Apart from building a solid understanding of how the
company manages employee compensation, it also requires management to put teeth
in its commitment to take full control of pay—including pay plan development,
communication, administration, and ensuring all managers are trained in their
role of compensating the company’s employees.
A
compensation philosophy ensures every employee’s pay is administered in
accordance with the predetermined, consistent direction set by the company. Development,
maintenance, and analysis of pay ranges then become straightforward. In
addition to HR’s expertise in these actions, all line managers must understand
the company’s compensation philosophy so that they can make decisions in line
with that philosophy—and explain to their employees how pay is determined. The
education of managers and employees is central to the smooth, consistent, and
orderly administration of employees’ pay, which in turn, is fundamental to the
company achieving its goals and objectives for productivity, growth, and
profitability.
Another
benefit of a stated compensation philosophy is that it allows organizations to
place themselves in the market according to the level of compensation they can
afford. Organizations can become employer brands for superior talent by
offering to pay fat pay checks and incentives for the same. Or they may choose
to build talent by recruiting newcomers, investing in their training and
development, and paying salaries that are just about the market range.
Stated
compensation philosophies ensure stability and sustainability of the
compensation strategy adopted by the organization. It has implications for the
organizational strategy, as well as, all the other HR functions. If, for
instance, compensation philosophy dictates paying market rates but training
employees to ensure their retention, the learning and development function
needs to be well-planned and developed to allow this. The resourcing function
needs to choose internal recruitment options while performance management
should reward employees handsomely for their performance.
An
Example of Compensation Philosophy
Consider
the following example of how a company stated its compensation philosophy.
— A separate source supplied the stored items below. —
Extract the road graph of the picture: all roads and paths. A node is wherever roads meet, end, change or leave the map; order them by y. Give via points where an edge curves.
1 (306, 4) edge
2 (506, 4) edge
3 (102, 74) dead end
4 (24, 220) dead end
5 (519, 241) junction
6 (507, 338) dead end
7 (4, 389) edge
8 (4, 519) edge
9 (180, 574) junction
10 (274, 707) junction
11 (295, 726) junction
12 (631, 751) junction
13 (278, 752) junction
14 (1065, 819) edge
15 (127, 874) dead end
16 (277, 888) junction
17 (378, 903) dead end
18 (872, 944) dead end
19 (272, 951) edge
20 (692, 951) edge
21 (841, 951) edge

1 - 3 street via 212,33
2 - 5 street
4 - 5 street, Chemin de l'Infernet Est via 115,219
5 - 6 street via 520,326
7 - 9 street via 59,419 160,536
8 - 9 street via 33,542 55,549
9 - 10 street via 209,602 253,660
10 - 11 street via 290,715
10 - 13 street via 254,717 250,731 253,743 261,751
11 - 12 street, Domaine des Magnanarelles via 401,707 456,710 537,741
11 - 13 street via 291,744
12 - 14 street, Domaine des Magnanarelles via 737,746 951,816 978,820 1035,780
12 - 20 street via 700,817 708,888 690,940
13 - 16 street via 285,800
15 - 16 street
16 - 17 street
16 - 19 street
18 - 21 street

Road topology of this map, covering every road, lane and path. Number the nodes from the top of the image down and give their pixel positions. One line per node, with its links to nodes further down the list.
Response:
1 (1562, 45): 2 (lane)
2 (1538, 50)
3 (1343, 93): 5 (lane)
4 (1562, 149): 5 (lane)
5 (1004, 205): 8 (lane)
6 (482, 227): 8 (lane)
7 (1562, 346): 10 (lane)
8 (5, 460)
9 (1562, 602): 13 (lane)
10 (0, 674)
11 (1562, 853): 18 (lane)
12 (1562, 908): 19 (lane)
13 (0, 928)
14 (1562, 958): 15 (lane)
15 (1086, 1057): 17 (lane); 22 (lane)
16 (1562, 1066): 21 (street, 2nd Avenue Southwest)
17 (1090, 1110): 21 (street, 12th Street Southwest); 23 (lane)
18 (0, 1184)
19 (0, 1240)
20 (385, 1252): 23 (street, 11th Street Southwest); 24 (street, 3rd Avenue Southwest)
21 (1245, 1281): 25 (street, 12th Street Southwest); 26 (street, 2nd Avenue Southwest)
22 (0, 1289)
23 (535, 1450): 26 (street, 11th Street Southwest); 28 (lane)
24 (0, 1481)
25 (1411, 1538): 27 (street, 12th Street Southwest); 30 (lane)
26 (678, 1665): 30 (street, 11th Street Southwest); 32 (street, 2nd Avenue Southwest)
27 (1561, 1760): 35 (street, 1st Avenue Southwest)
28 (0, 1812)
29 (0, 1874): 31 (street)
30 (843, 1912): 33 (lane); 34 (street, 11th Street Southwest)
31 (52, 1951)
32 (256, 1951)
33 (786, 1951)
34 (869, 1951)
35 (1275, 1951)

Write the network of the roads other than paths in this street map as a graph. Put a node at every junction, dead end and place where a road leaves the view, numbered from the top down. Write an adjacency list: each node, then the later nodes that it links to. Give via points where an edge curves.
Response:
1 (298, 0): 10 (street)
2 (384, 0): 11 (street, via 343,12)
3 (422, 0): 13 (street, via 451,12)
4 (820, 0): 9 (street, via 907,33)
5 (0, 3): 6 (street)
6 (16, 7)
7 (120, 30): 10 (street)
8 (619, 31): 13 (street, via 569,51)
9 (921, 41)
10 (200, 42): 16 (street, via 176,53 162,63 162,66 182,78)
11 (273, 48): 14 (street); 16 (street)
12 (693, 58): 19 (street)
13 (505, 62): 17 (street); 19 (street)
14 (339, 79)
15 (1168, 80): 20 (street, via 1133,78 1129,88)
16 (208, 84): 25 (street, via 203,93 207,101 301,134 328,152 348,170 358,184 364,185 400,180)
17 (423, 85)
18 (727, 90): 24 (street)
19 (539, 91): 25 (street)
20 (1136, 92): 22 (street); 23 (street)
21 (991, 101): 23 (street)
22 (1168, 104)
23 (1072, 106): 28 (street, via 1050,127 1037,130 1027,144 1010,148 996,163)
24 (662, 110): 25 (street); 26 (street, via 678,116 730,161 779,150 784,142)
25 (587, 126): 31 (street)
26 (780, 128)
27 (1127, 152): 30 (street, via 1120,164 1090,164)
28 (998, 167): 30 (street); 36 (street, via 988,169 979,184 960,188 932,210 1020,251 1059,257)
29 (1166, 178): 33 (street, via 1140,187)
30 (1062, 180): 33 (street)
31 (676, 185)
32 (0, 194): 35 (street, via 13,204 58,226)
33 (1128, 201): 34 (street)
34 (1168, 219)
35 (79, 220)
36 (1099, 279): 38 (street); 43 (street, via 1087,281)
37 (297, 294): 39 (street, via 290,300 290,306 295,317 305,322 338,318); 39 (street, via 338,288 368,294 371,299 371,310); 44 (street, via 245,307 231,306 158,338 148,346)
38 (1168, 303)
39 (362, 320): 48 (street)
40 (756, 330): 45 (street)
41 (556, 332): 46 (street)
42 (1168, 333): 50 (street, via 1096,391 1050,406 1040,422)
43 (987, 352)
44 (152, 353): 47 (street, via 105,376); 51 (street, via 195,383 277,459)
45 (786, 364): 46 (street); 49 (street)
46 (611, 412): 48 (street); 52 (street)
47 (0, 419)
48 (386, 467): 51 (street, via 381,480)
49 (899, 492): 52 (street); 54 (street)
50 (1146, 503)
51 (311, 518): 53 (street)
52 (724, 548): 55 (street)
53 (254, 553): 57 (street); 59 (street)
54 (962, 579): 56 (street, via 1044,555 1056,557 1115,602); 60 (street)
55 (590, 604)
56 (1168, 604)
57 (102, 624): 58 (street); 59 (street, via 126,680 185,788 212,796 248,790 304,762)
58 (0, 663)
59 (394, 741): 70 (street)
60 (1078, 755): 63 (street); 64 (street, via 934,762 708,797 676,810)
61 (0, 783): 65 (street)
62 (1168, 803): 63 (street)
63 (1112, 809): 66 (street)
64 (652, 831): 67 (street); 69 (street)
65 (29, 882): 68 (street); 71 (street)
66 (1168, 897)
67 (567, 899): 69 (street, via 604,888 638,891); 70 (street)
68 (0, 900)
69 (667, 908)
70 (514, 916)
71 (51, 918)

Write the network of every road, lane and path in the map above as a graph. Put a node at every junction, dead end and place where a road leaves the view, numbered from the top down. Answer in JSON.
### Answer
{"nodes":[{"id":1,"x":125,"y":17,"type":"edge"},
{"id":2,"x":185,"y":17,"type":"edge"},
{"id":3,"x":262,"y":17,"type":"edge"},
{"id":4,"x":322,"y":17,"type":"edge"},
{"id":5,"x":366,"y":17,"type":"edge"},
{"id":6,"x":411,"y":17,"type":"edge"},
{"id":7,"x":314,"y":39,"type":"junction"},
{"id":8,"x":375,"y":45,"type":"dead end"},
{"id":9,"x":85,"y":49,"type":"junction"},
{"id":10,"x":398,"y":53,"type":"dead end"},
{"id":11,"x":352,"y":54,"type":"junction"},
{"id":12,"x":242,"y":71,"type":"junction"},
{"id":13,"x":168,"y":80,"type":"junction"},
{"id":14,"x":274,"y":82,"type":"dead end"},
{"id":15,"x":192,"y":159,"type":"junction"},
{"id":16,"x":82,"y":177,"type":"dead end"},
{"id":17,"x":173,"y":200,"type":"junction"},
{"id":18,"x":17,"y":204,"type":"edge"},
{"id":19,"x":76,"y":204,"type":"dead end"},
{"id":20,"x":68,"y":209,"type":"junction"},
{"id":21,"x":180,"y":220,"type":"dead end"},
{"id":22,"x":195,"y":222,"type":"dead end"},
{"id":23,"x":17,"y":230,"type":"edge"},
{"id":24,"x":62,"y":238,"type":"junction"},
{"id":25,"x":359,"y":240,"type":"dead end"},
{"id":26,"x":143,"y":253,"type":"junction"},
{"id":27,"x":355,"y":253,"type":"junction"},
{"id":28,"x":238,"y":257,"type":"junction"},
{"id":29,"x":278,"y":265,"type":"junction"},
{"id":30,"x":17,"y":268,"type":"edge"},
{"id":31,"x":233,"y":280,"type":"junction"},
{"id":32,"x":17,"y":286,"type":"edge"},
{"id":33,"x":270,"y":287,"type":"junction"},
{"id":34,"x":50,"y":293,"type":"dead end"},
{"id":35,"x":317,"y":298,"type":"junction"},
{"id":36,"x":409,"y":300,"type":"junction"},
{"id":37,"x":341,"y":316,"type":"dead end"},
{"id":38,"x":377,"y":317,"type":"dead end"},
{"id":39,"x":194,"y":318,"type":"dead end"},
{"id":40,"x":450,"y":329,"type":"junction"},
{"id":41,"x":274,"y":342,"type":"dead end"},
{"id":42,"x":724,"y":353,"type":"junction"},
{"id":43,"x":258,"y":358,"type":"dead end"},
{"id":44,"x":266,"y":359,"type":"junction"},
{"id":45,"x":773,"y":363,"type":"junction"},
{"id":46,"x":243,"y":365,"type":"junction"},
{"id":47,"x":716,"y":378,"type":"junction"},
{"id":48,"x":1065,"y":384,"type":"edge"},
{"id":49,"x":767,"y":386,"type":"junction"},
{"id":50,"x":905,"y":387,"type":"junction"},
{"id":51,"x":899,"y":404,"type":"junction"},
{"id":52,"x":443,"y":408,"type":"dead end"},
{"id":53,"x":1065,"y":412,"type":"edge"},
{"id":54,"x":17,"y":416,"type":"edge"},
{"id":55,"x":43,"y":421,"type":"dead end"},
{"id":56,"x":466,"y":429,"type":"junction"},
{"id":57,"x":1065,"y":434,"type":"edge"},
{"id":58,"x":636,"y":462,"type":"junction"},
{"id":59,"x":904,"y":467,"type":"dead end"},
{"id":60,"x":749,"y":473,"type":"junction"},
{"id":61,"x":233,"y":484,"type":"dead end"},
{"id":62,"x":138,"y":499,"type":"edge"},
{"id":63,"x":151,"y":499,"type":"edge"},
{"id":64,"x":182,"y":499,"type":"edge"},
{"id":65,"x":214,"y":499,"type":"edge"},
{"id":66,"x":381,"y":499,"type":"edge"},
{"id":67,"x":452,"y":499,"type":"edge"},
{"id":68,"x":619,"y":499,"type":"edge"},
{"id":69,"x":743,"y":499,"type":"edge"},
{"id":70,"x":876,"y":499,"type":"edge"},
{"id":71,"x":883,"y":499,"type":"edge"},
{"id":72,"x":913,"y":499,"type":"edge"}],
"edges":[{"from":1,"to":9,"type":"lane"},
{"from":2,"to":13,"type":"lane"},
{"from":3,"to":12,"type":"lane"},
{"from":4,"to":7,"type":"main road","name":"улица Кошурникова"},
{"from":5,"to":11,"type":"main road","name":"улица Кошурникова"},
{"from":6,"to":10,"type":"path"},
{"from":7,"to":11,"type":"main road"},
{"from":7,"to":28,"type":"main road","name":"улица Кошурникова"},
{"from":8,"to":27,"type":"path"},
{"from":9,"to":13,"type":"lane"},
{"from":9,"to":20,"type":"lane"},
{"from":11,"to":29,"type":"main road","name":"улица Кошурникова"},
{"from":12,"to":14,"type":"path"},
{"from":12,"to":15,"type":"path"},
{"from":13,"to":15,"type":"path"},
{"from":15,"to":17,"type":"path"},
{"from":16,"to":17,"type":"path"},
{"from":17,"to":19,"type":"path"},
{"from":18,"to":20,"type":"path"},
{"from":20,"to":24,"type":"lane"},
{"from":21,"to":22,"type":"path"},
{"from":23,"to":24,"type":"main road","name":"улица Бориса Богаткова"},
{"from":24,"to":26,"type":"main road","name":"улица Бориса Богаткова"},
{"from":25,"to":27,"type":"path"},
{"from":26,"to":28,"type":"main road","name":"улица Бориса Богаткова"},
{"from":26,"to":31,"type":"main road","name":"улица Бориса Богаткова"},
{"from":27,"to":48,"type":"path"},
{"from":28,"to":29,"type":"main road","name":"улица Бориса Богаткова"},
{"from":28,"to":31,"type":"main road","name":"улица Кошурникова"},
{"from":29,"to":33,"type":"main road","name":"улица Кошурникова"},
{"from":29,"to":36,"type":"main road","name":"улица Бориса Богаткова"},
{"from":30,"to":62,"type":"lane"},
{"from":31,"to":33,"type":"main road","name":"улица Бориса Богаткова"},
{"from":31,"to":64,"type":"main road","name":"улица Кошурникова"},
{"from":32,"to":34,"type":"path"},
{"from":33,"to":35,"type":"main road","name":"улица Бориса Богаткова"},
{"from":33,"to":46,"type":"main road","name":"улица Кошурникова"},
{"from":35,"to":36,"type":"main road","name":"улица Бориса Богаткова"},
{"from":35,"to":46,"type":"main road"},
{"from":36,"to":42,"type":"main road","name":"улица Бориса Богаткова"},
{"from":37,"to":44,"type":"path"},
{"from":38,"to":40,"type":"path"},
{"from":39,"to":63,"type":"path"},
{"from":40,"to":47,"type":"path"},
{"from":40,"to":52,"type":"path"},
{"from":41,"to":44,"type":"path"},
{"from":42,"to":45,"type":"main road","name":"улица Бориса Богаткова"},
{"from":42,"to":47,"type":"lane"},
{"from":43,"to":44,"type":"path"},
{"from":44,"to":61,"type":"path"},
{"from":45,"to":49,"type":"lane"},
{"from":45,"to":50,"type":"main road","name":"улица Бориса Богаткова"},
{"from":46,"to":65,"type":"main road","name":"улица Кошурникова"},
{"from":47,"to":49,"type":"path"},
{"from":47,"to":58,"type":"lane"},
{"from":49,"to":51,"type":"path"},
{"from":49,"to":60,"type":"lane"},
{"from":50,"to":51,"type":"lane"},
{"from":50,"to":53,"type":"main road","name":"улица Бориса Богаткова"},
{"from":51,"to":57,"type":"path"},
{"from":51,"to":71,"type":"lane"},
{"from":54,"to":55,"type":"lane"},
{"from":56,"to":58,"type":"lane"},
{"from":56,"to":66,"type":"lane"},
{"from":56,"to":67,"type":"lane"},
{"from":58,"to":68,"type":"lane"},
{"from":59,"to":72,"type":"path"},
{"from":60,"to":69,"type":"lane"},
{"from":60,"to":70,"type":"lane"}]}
XYZ Corp believes that our employees are our
most significant resource, and our continued success depends on maximum use of
their contributions. We strive to have compensation policies and practices
demonstrate our appreciation for each employee’s contribution.
XYZ Corp’s compensation philosophy is to:
·
Reward
employees based on their contribution to the company’s success.
·
Consider
on-the-job performance as a primary factor when determining changes to an
employee’s pay.
·
Provide
employees with compensation opportunities that are competitive within the
market.
·
Provide
employees with compensation opportunities that are equitable within the
company.
·
Ensure
that all employees and management understand XYZ Corp’s policies, plans, and
programs that govern compensation.
Purpose
When paired with an effective communication
plan, the XYZ Corp compensation program supports, reinforces, and aligns with
our mission and values, business strategy, and operational and financial requirements.
Our compensation program balances the needs of both employees and the business,
with a goal of growth and profitability.
The XYZ Corp compensation program is designed to attract,
motivate, and retain talented employees who drive the company’s success. We
strive to provide base salaries that are competitive and appropriate for the
market. Each position is assigned a pay
range as determined by XYZ Corp
based on the position’s duties, responsibilities, and qualifications. The pay
range is a reflection of what the market pays for the same or similar
positions. The pay range minimum approximates the 20th percentile of the market
while the pay range maximum approximates the 90th percentile of the market. The
pay range midpoint is an average of the minimum and maximum.
Note: Deciding to use specific percentiles of the market to set the pay
range minimums and maximums is a major step in the evolution of a company’s
management philosophy. Not only does this decision require a solid
understanding of how the company manages its employee compensation, it also
requires management to plan all details of the compensation policy, be
committed to it, and train its line managers to handle regular compensation
issues. Whether to use the percentiles in the above example (20th and 90th)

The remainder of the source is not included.